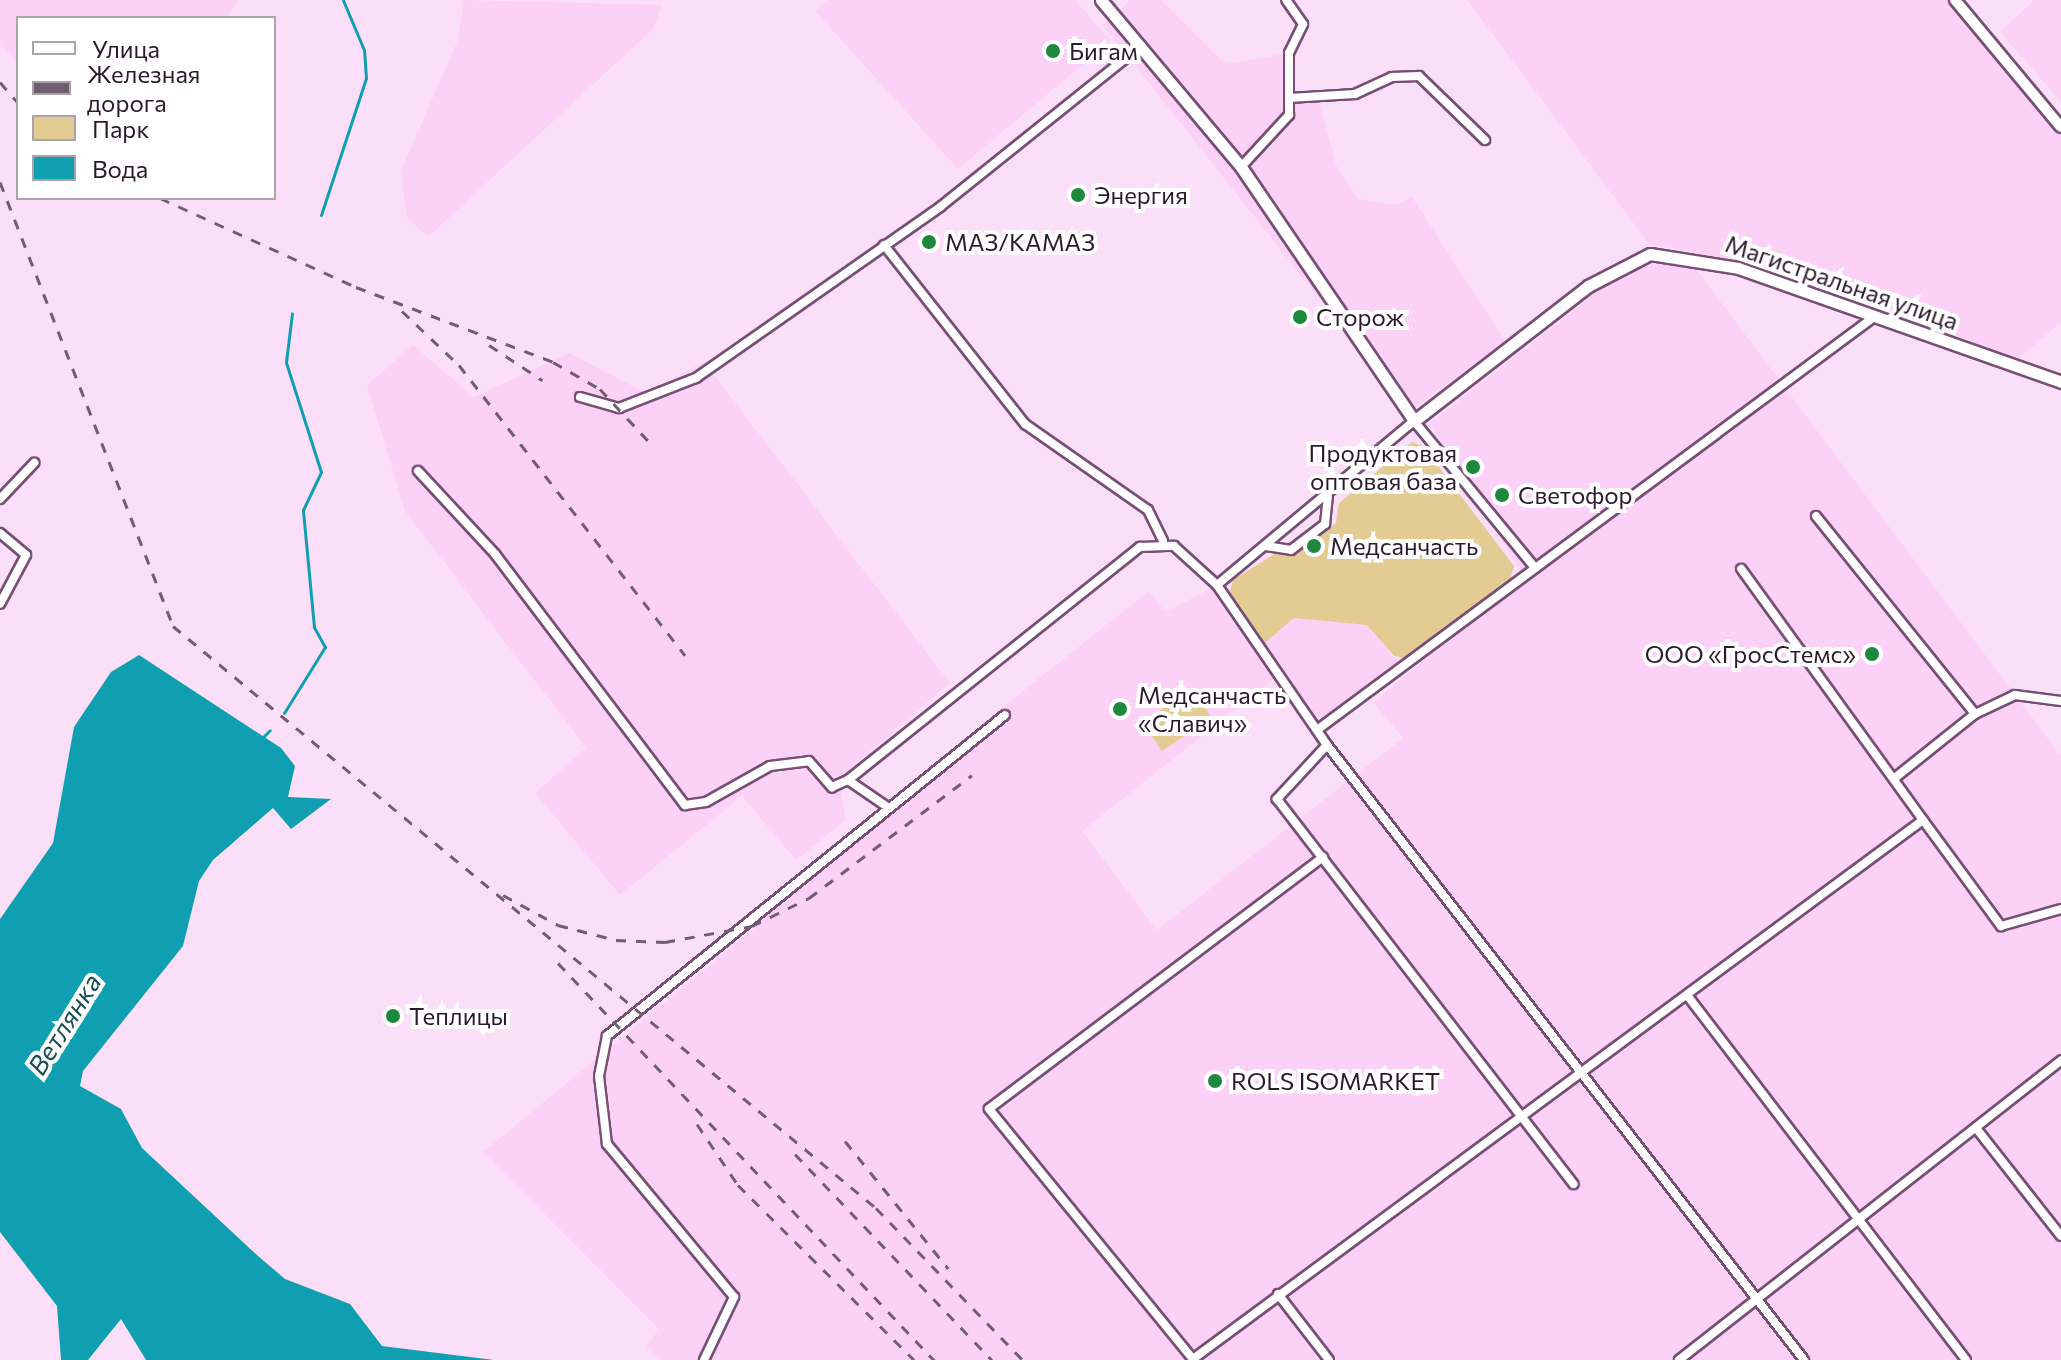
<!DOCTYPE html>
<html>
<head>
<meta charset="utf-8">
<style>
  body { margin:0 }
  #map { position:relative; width:2061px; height:1360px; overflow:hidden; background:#fbdff8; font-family:Commissioner,sans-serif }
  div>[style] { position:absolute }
  .built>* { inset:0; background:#fcd1f8 }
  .green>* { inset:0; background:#e3cc94; transform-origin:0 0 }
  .water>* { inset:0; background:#0f9fb1 }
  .stream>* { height:3px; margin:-1.5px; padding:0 1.5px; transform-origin:1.5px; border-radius:1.5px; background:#0f9fb1 }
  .roads { filter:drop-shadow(2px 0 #774f75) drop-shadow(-2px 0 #774f75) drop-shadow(0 2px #774f75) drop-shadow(0 -2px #774f75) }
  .minor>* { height:8px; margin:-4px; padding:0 4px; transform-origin:4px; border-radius:4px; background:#fff }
  .tertiary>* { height:10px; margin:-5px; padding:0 5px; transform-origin:5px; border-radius:5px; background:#fff }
  .secondary>* { height:11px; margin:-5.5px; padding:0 5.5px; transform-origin:5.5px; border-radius:5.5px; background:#fff }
  .rail>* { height:3px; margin-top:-1.5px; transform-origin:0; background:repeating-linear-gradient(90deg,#715d70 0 10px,transparent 0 20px) }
  .dots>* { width:22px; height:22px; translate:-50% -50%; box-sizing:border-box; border:4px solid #fff; border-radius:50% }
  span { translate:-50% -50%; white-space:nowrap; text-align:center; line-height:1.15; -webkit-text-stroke:8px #fff; paint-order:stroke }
  .poi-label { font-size:24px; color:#2b1a2a }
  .left { translate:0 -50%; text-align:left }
  .right { translate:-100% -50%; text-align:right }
  .street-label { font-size:24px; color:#2b1a2a }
  .water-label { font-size:26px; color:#184d54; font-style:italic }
  .legend { position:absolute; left:16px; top:16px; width:260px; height:184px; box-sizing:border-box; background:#fff; border:2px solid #aaa3aa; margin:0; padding:10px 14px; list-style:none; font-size:24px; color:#2b1a2a }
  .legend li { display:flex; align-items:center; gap:16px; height:40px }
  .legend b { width:40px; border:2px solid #aaa3aa }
</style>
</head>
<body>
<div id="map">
  <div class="built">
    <i style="clip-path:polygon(0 0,238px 0,227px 18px,18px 18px,18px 64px,0 43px)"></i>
    <i style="clip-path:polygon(464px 0,662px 5px,653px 29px,428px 237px,407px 218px,401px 171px,457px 42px)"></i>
    <i style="clip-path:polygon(828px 0,1075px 0,1111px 41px,958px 169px,815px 11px)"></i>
    <i style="clip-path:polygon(1130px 0,1161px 0,1225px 64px,1290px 53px,1289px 98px,1318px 99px,1336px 165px,1358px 199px,1396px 205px,1412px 197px,1505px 341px,1409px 412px,1103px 25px)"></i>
    <i style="clip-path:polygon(1467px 0,1955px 0,2061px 127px,2061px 322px,2018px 359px,1785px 270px,1649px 244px)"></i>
    <i style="clip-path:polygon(2034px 0,2061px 0,2061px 102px,2000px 32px)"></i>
    <i style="clip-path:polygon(1687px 257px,2061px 756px,2061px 1360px,659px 1360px,646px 1347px,659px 1329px,483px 1152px,754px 929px,747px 921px,1000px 723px,994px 714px,1148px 592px,1166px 612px,1217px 585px,1260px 647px,1294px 618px,1367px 625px,1402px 667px,1317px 730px,1279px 675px,1082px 831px,1157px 930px,1403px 738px,1373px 702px,1525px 578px,1430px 423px,1621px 273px)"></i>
    <i style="clip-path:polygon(413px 345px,474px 397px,569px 353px,646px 393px,704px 362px,950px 683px,839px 778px,846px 820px,796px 860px,742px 796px,620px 895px,535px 793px,586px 748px,405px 511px,367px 385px)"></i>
  </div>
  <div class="green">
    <i style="clip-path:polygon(1412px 442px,1423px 446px,1514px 566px,1510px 580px,1405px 658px,1394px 656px,1367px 625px,1294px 618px,1260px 647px,1229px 595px,1233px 580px,1276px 553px,1292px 556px,1336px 523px,1339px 503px)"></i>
    <i style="left:1193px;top:689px;width:35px;height:60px;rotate:57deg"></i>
  </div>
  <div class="water">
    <i style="clip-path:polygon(139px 655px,281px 748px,295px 766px,288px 797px,331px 799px,291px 829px,273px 808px,213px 860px,199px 881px,183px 946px,83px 1071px,80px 1086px,121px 1109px,142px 1148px,258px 1256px,285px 1279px,350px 1304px,382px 1346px,494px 1360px,146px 1360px,121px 1319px,88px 1360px,61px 1360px,57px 1306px,0 1232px,0 919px,53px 843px,74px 727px,111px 672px)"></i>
  </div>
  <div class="stream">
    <i style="left:321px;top:215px;width:144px;rotate:-71.8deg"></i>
    <i style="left:366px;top:78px;width:28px;rotate:-94deg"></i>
    <i style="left:364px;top:50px;width:54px;rotate:-112.8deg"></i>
    <i style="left:284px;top:713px;width:78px;rotate:-58.2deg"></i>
    <i style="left:325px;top:647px;width:23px;rotate:-119deg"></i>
    <i style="left:314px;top:627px;width:118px;rotate:-95.4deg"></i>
    <i style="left:303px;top:510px;width:42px;rotate:-64.7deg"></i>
    <i style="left:321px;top:472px;width:115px;rotate:-107.7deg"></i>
    <i style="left:286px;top:362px;width:49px;rotate:-83deg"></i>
    <i style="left:262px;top:738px;width:11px;rotate:-45deg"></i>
  </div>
  <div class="roads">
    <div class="minor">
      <i style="left:1289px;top:98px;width:66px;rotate:-3.5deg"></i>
      <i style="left:1355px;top:94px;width:41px;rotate:-24.7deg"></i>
      <i style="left:1392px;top:77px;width:27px;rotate:-2deg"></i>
      <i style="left:1419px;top:76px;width:92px;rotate:44.1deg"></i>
      <i style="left:1241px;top:167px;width:71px;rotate:-47.3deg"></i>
      <i style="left:1289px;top:115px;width:62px;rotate:-90deg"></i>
      <i style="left:1289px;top:53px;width:32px;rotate:-64deg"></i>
      <i style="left:1303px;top:24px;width:29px;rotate:-125deg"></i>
      <i style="left:884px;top:245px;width:228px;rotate:51.8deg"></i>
      <i style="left:1025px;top:424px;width:150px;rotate:35deg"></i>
      <i style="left:1148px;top:510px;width:34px;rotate:64deg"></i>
      <i style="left:580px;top:397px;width:41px;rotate:15.8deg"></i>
      <i style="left:619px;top:408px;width:83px;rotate:-21.3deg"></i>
      <i style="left:696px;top:378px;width:298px;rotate:-35deg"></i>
      <i style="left:940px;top:207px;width:258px;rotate:-38.7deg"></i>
      <i style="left:418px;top:471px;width:113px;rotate:47.1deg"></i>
      <i style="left:495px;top:554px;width:315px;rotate:52.9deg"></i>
      <i style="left:685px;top:805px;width:21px;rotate:-8deg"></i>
      <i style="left:706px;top:802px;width:73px;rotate:-29.4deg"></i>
      <i style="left:770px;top:766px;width:39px;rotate:-7deg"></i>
      <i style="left:809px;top:761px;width:35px;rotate:49deg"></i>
      <i style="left:832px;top:787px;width:17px;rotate:-24deg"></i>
      <i style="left:848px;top:780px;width:46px;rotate:34.4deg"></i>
      <i style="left:0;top:499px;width:50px;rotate:-46.6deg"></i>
      <i style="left:1816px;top:516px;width:254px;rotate:51.2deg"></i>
      <i style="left:0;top:533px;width:34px;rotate:40deg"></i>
      <i style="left:26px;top:555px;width:55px;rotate:118deg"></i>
      <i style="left:1266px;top:546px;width:25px;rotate:9deg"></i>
      <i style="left:1291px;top:550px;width:43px;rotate:-37.4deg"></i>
      <i style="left:1325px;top:524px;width:27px;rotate:-84deg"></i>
      <i style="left:1217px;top:585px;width:256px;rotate:-39.8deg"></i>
      <i style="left:1414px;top:421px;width:190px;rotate:50.5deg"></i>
      <i style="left:1317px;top:730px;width:693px;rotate:-36.56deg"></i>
      <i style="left:1327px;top:745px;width:778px;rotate:52.2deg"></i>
      <i style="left:1896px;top:777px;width:101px;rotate:-38.6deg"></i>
      <i style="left:1975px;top:714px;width:44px;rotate:-25.4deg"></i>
      <i style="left:2015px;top:695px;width:46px;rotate:7.4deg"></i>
      <i style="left:848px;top:780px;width:374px;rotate:-38.6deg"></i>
      <i style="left:1140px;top:547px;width:34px;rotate:-2deg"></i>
      <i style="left:1174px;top:546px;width:58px;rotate:42.2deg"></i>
      <i style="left:1217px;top:585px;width:194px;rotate:55.5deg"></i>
      <i style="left:1327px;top:745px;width:74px;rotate:132.8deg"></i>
      <i style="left:1277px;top:799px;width:486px;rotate:52.4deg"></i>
      <i style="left:1923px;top:820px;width:132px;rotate:53.7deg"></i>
      <i style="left:2001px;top:926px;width:62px;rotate:-15.8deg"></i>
      <i style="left:1323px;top:857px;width:418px;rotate:143deg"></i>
      <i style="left:989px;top:1109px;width:323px;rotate:50.8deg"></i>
      <i style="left:1193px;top:1359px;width:907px;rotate:-36.44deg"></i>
      <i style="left:1923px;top:820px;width:310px;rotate:-125.9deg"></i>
      <i style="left:1687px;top:995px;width:459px;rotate:52.6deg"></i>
      <i style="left:1976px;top:1128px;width:137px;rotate:51.8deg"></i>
      <i style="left:1278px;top:1294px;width:83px;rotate:52.3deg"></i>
      <i style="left:704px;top:1360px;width:70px;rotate:-64.5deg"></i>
      <i style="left:734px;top:1297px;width:199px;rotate:-129.7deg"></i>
      <i style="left:607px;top:1144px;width:68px;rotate:-96.7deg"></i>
      <i style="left:599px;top:1076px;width:41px;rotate:-78.7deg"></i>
      <i style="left:607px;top:1036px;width:511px;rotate:-38.89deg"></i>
      <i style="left:1679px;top:1360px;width:486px;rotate:-38.1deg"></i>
    </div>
    <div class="tertiary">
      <i style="left:1955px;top:0;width:165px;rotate:50.2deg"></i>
    </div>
    <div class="secondary">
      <i style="left:1101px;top:0;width:218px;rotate:50deg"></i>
      <i style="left:1241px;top:167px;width:307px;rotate:55.7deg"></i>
      <i style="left:1414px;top:421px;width:220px;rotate:-37.8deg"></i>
      <i style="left:1588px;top:286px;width:70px;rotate:-27.3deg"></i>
      <i style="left:1650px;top:254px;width:89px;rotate:9deg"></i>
      <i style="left:1738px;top:268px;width:343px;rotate:19.4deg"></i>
    </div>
  </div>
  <div class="rail">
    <i style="left:0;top:82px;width:28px;rotate:49deg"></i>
    <i style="left:0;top:182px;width:477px;rotate:68.7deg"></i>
    <i style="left:173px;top:626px;width:913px;rotate:39.62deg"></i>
    <i style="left:876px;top:1208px;width:211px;rotate:46deg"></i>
    <i style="left:160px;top:198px;width:215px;rotate:24.4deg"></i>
    <i style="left:356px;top:287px;width:211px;rotate:20.8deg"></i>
    <i style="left:553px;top:362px;width:54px;rotate:29.9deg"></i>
    <i style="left:600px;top:389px;width:78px;rotate:47.1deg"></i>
    <i style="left:402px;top:311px;width:79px;rotate:43.5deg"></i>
    <i style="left:459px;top:365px;width:368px;rotate:52.1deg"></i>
    <i style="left:489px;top:345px;width:64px;rotate:33.4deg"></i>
    <i style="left:503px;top:895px;width:63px;rotate:28.6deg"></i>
    <i style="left:558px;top:925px;width:60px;rotate:14.5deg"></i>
    <i style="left:616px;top:940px;width:49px;rotate:2.3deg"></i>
    <i style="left:665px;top:942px;width:88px;rotate:-10.4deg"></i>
    <i style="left:752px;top:926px;width:64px;rotate:-26.2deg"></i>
    <i style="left:809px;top:898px;width:204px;rotate:-37deg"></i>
    <i style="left:558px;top:963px;width:547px;rotate:46.56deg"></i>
    <i style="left:697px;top:1124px;width:73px;rotate:56.1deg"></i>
    <i style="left:738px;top:1185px;width:248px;rotate:44.8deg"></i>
    <i style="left:845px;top:1141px;width:164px;rotate:51deg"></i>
    <i style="left:795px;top:1154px;width:285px;rotate:46.3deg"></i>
  </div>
  <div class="dots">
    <i style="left:1053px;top:51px;background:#1e883f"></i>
    <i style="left:1078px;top:195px;background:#1e883f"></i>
    <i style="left:929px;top:242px;background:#1e883f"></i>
    <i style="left:1300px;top:317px;background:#1e883f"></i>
    <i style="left:1473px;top:467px;background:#1e883f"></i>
    <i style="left:1502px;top:495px;background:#1e883f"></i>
    <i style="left:1314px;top:546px;background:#1e883f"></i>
    <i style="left:1872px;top:654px;background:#1e883f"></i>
    <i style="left:1120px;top:709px;background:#1e883f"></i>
    <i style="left:393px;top:1016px;background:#1e883f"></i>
    <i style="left:1215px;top:1081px;background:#1e883f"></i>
  </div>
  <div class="poi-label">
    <span class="left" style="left:1069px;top:51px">Бигам</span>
    <span class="left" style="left:1094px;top:195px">Энергия</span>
    <span class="left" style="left:945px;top:242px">МАЗ/КАМАЗ</span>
    <span class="left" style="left:1316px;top:317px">Сторож</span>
    <span class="right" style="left:1457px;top:467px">Продуктовая<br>оптовая база</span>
    <span class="left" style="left:1518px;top:495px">Светофор</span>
    <span class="left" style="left:1330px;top:546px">Медсанчасть</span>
    <span class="right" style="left:1856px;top:654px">ООО «ГросСтемс»</span>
    <span class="left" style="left:1138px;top:709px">Медсанчасть<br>«Славич»</span>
    <span class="left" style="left:409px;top:1016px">Теплицы</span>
    <span class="left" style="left:1231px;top:1081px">ROLS ISOMARKET</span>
  </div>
  <div class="street-label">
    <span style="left:1842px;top:282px;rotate:19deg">Магистральная улица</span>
  </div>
  <div class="water-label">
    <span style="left:64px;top:1024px;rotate:-58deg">Ветлянка</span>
  </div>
  <ul class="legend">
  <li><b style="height:10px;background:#fff"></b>Улица</li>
  <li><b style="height:10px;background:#715d70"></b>Железная дорога</li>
  <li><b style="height:22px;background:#e3cc94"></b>Парк</li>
  <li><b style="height:22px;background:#0f9fb1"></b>Вода</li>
  </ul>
</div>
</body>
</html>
--*--
EXERCISE PROMPT – Please copy each line of the records above in which the word "green" can be found.

RESPONSE BELOW –
  .green>* { inset:0; background:#e3cc94; transform-origin:0 0 }
  <div class="green">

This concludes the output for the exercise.